Prolonged moderate hyperoxia induces hyperresponsiveness and airway inflammation in newborn rats.

Bronchopulmonary dysplasia is the most common cause of chronic pulmonary disease in premature infants. Airway inflammation appears to play a major pathogenetic role together with barotrauma and oxygen toxicity. The aim of the present study was to determine the effect of a 15-d exposure to moderate hyperoxia (FiO2, 50%) on airway reactivity and inflammatory response in neonatal and adult rats. We studied in isolated tracheal rings the 1) isometric contraction to cumulative concentrations of carbachol (10(-8) to 10(-3) M); 2) epithelial, submucosal, smooth muscle, and connective tissue surface area; and 3) distribution of inflammatory cells (mastocytes, granulocytes, macrophages) by using MAb. Reactivity to carbachol was significantly increased in the hyperoxic pups, in which a 13% increase in tracheal smooth muscle surface area was observed.

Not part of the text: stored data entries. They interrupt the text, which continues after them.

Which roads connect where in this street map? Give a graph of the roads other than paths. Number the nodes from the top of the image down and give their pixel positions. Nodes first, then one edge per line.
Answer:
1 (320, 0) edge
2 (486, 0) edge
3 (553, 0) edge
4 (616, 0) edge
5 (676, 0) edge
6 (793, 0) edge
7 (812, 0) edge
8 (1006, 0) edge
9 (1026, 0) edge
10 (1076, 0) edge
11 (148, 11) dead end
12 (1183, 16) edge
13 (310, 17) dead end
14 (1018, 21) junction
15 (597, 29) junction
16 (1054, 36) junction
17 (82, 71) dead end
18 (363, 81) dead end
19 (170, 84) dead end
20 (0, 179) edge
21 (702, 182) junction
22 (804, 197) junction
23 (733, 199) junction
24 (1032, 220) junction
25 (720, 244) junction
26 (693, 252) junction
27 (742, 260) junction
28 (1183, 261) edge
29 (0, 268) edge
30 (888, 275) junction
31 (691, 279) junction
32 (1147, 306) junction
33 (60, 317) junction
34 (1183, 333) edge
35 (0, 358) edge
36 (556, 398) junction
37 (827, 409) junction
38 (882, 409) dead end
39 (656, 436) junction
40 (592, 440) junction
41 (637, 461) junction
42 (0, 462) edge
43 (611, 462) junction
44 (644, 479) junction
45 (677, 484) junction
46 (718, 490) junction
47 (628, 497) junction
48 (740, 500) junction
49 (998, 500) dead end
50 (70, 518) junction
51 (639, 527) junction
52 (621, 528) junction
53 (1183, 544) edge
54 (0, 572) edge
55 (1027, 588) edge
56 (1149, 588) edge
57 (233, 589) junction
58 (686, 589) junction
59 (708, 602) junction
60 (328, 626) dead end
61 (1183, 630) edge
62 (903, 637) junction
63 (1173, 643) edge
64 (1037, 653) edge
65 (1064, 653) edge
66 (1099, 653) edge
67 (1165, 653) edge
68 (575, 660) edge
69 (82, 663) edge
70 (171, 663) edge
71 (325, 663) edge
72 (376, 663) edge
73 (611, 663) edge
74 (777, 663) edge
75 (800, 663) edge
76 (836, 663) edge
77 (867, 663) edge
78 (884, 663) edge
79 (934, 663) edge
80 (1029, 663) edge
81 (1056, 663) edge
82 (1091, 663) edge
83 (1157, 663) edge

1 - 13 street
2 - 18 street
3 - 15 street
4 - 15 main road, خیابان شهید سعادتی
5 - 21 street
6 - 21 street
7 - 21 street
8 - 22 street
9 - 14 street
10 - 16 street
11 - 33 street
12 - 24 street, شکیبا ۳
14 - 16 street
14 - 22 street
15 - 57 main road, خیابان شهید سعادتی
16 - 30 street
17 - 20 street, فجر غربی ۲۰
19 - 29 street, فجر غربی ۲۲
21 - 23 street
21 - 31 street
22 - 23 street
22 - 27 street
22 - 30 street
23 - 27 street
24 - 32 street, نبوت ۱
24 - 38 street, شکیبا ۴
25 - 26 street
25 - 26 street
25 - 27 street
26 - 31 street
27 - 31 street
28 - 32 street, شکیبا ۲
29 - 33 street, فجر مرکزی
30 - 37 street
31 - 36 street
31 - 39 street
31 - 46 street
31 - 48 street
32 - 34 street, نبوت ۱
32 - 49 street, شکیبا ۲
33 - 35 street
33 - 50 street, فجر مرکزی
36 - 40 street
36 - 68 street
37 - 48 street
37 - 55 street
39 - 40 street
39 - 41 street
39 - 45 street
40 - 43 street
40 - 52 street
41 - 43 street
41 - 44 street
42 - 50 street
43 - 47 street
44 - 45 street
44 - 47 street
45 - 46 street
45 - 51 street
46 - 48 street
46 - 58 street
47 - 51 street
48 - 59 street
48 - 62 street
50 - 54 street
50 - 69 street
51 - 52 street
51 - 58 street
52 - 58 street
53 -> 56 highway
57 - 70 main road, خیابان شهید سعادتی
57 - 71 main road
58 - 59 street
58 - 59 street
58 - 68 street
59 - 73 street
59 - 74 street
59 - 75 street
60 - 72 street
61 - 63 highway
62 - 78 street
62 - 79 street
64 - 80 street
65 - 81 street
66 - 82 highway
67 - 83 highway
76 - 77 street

Type-I mast cells and macrophages (submucosa and connective tissue) and granulocytes (connective tissue) were increased in the neonatal hyperoxic group. Hyperoxia did not influence functional, morphometric, or cellular data in adult rats. In conclusion, exposure of newborn rats to moderate hyperoxia induces airway hyperresponsiveness and histologic changes similar to those reported in bronchopulmonary dysplasia. Hyperresponsiveness may be ascribed to an increase in smooth muscle related to the release of yet undetermined mediators by inflammatory cells infiltrating the airways. Lung immaturity definitely plays a role because similar alterations are not observed in adult rats.